#### PROMPT:
Without the pictures, give the entries below again exactly as written.

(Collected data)
§ §

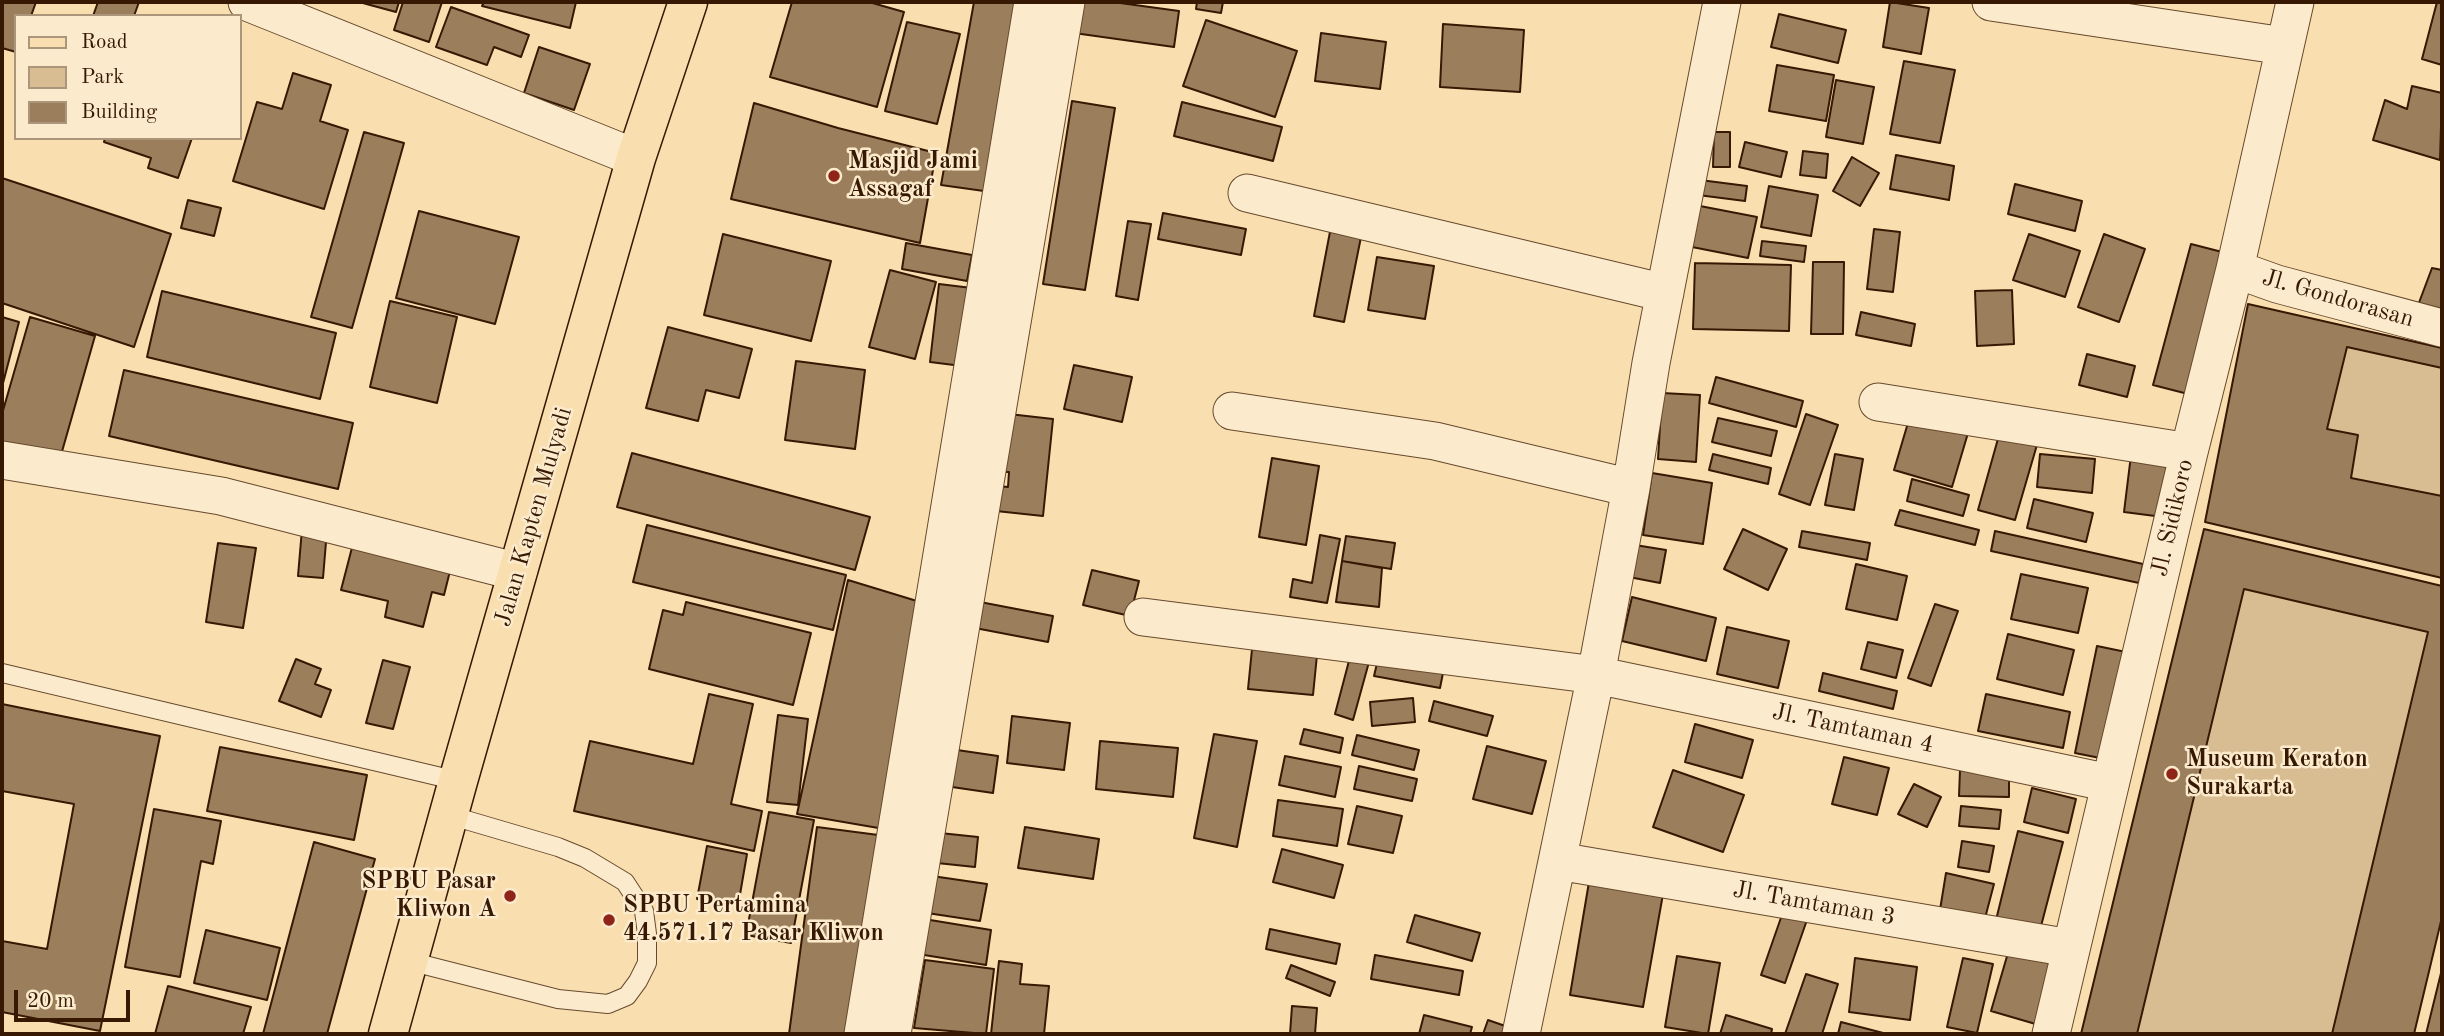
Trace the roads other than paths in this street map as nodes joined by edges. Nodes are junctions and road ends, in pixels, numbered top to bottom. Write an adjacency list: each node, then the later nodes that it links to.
1 (247, 2): 9 (street)
2 (688, 2): 9 (main road, Jalan Kapten Mulyadi)
3 (1033, 2): 29 (street)
4 (1066, 2): 30 (street)
5 (1722, 2): 12 (street)
6 (1991, 2): 8 (street)
7 (2295, 2): 8 (street, Jl. Sidikoro)
8 (2284, 46): 11 (street, Jl. Sidikoro)
9 (636, 158): 19 (main road, Jalan Kapten Mulyadi)
10 (1247, 193): 12 (street)
11 (2235, 269): 13 (street, Jl. Gondorasan); 16 (street, Jl. Sidikoro)
12 (1665, 293): 18 (street)
13 (2442, 328)
14 (1878, 402): 16 (street)
15 (1232, 411): 18 (street)
16 (2189, 452): 23 (street, Jl. Sidikoro)
17 (2, 460): 19 (street)
18 (1631, 488): 22 (street)
19 (519, 572): 24 (main road, Jalan Kapten Mulyadi)
20 (1143, 617): 22 (street, Jl. Tamtaman 4)
21 (2, 673): 24 (lane)
22 (1595, 675): 23 (street, Jl. Tamtaman 4); 25 (street)
23 (2110, 783): 26 (street, Jl. Sidikoro)
24 (453, 798): 27 (main road, Jalan Kapten Mulyadi); 27 (lane)
25 (1558, 861): 26 (street, Jl. Tamtaman 3); 31 (street)
26 (2070, 948): 32 (street, Jl. Sidikoro)
27 (409, 961): 28 (main road, Jalan Kapten Mulyadi)
28 (388, 1034)
29 (863, 1034)
30 (892, 1034)
31 (1521, 1034)
32 (2051, 1034)

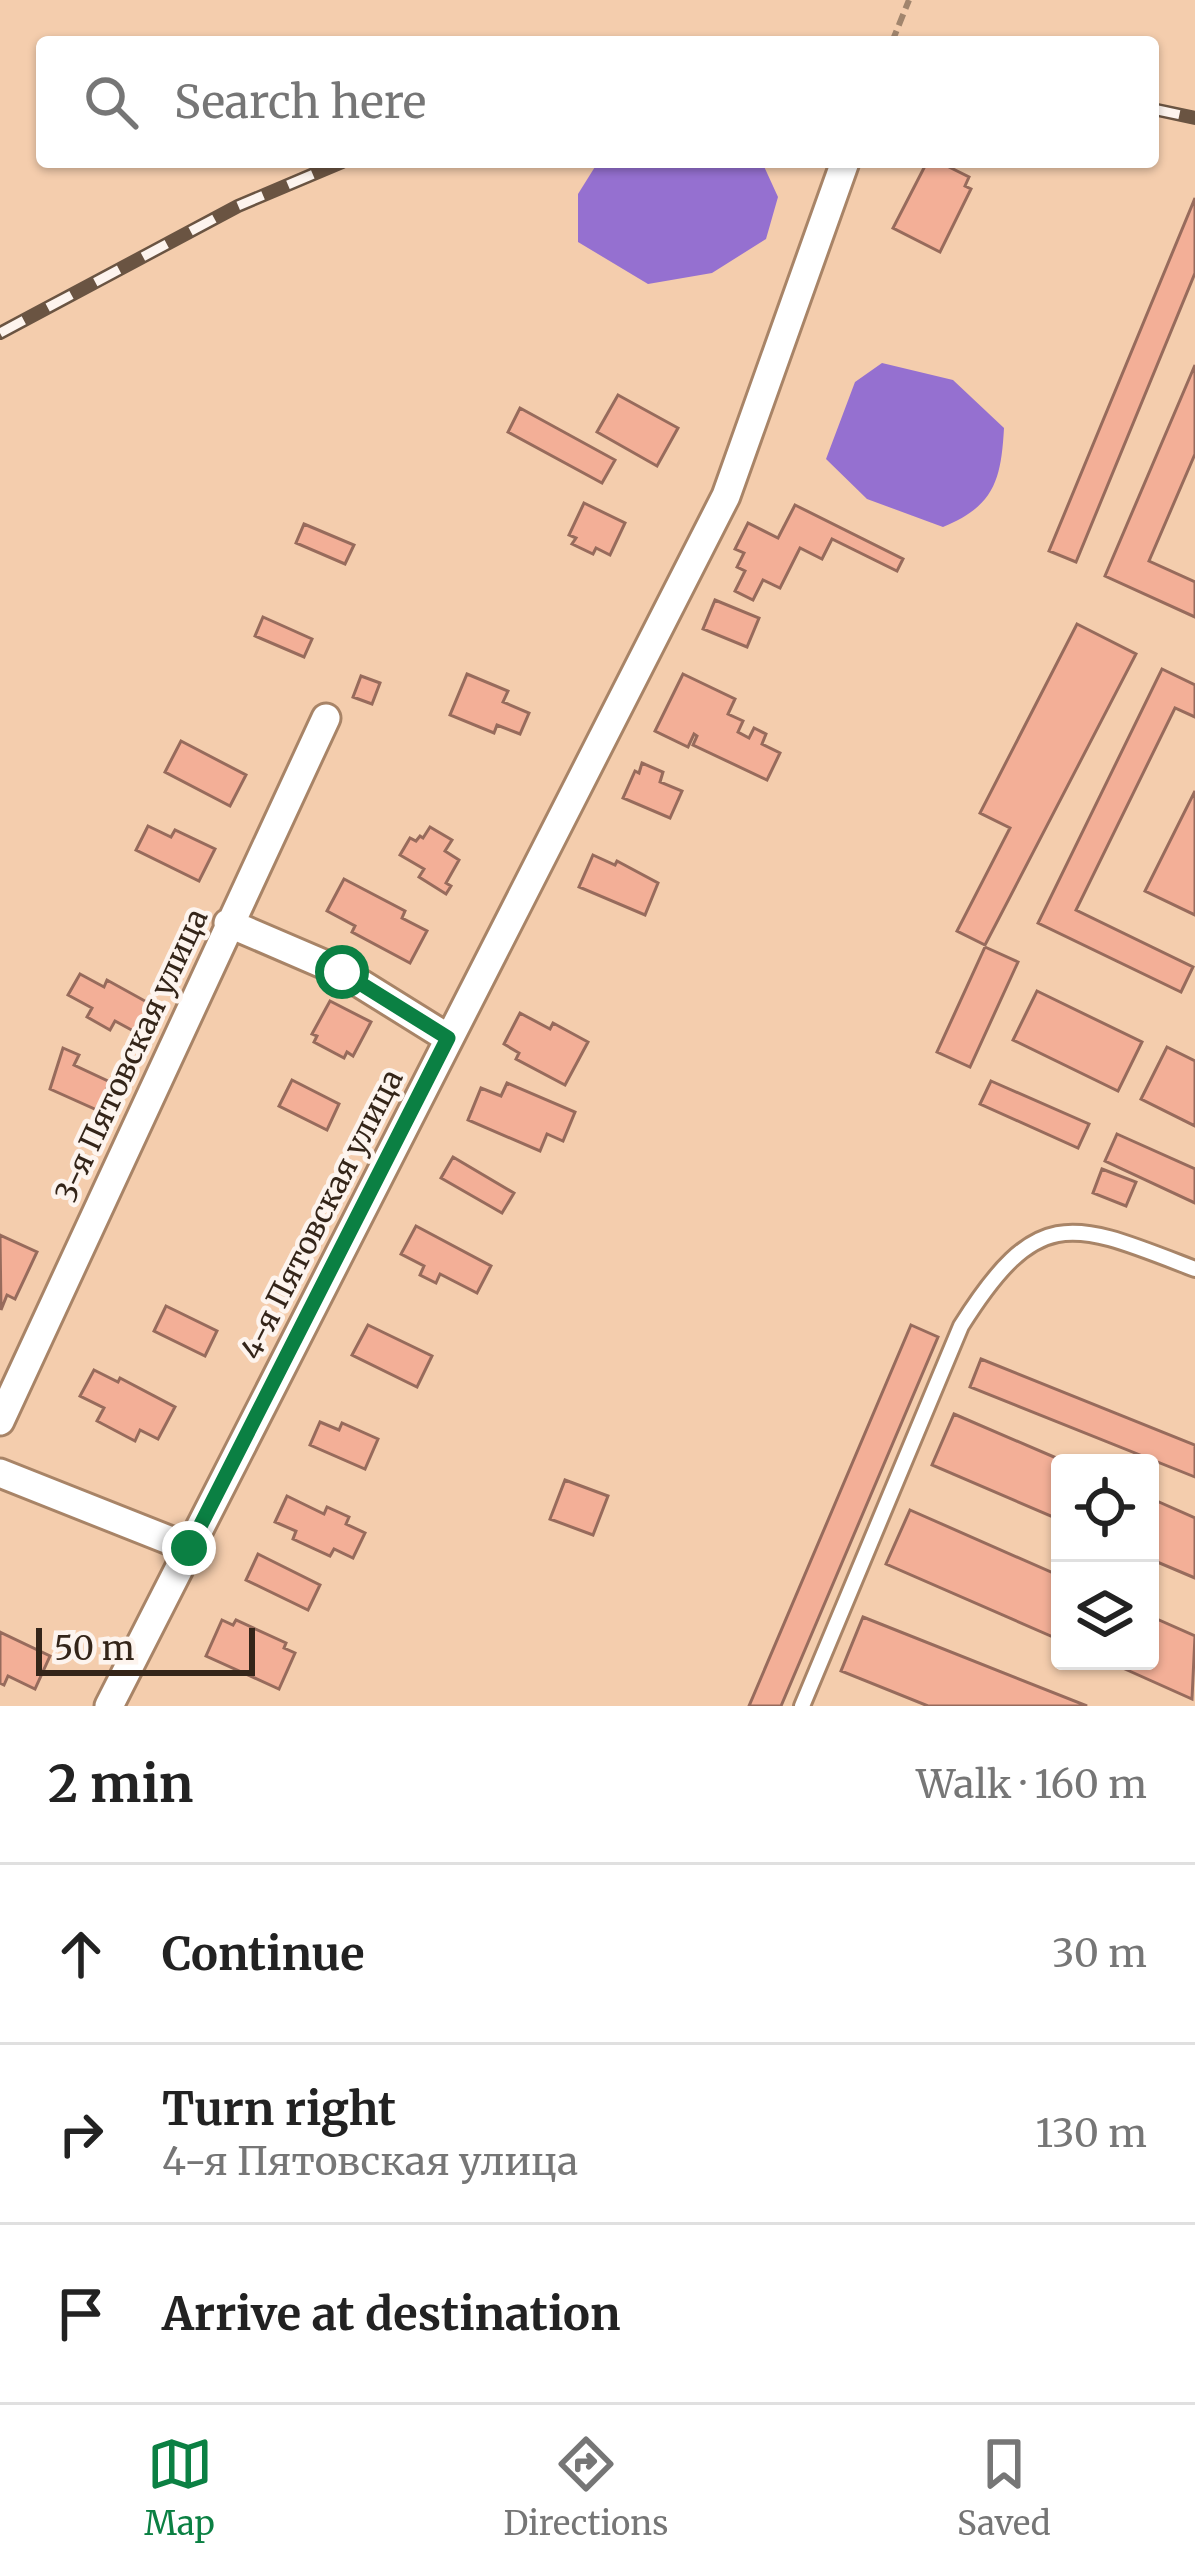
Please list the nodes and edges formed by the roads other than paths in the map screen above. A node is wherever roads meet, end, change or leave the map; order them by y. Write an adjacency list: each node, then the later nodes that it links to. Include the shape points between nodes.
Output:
1 (843, 168): 4 (street, 4-я Пятовская улица, via 726,496)
2 (326, 718): 3 (street, 3-я Пятовская улица)
3 (228, 923): 4 (street, via 342,972); 6 (street, 3-я Пятовская улица)
4 (448, 1038): 8 (street, 4-я Пятовская улица)
5 (1195, 1270): 10 (lane, via 1103,1234 1062,1230 1028,1243 989,1281 961,1326)
6 (0, 1421)
7 (0, 1473): 8 (street)
8 (189, 1548): 9 (street, 4-я Пятовская улица)
9 (110, 1706)
10 (802, 1706)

§ §

#### ANSWER SECTION:
Trace the roads other than paths in this street map as nodes joined by edges. Nodes are junctions and road ends, in pixels, numbered top to bottom. Write an adjacency list: each node, then the later nodes that it links to.
1 (247, 2): 9 (street)
2 (688, 2): 9 (main road, Jalan Kapten Mulyadi)
3 (1033, 2): 29 (street)
4 (1066, 2): 30 (street)
5 (1722, 2): 12 (street)
6 (1991, 2): 8 (street)
7 (2295, 2): 8 (street, Jl. Sidikoro)
8 (2284, 46): 11 (street, Jl. Sidikoro)
9 (636, 158): 19 (main road, Jalan Kapten Mulyadi)
10 (1247, 193): 12 (street)
11 (2235, 269): 13 (street, Jl. Gondorasan); 16 (street, Jl. Sidikoro)
12 (1665, 293): 18 (street)
13 (2442, 328)
14 (1878, 402): 16 (street)
15 (1232, 411): 18 (street)
16 (2189, 452): 23 (street, Jl. Sidikoro)
17 (2, 460): 19 (street)
18 (1631, 488): 22 (street)
19 (519, 572): 24 (main road, Jalan Kapten Mulyadi)
20 (1143, 617): 22 (street, Jl. Tamtaman 4)
21 (2, 673): 24 (lane)
22 (1595, 675): 23 (street, Jl. Tamtaman 4); 25 (street)
23 (2110, 783): 26 (street, Jl. Sidikoro)
24 (453, 798): 27 (main road, Jalan Kapten Mulyadi); 27 (lane)
25 (1558, 861): 26 (street, Jl. Tamtaman 3); 31 (street)
26 (2070, 948): 32 (street, Jl. Sidikoro)
27 (409, 961): 28 (main road, Jalan Kapten Mulyadi)
28 (388, 1034)
29 (863, 1034)
30 (892, 1034)
31 (1521, 1034)
32 (2051, 1034)

Please list the nodes and edges formed by the roads other than paths in the map screen above. A node is wherever roads meet, end, change or leave the map; order them by y. Write an adjacency list: each node, then the later nodes that it links to. Include the shape points between nodes.
Output:
1 (843, 168): 4 (street, 4-я Пятовская улица, via 726,496)
2 (326, 718): 3 (street, 3-я Пятовская улица)
3 (228, 923): 4 (street, via 342,972); 6 (street, 3-я Пятовская улица)
4 (448, 1038): 8 (street, 4-я Пятовская улица)
5 (1195, 1270): 10 (lane, via 1103,1234 1062,1230 1028,1243 989,1281 961,1326)
6 (0, 1421)
7 (0, 1473): 8 (street)
8 (189, 1548): 9 (street, 4-я Пятовская улица)
9 (110, 1706)
10 (802, 1706)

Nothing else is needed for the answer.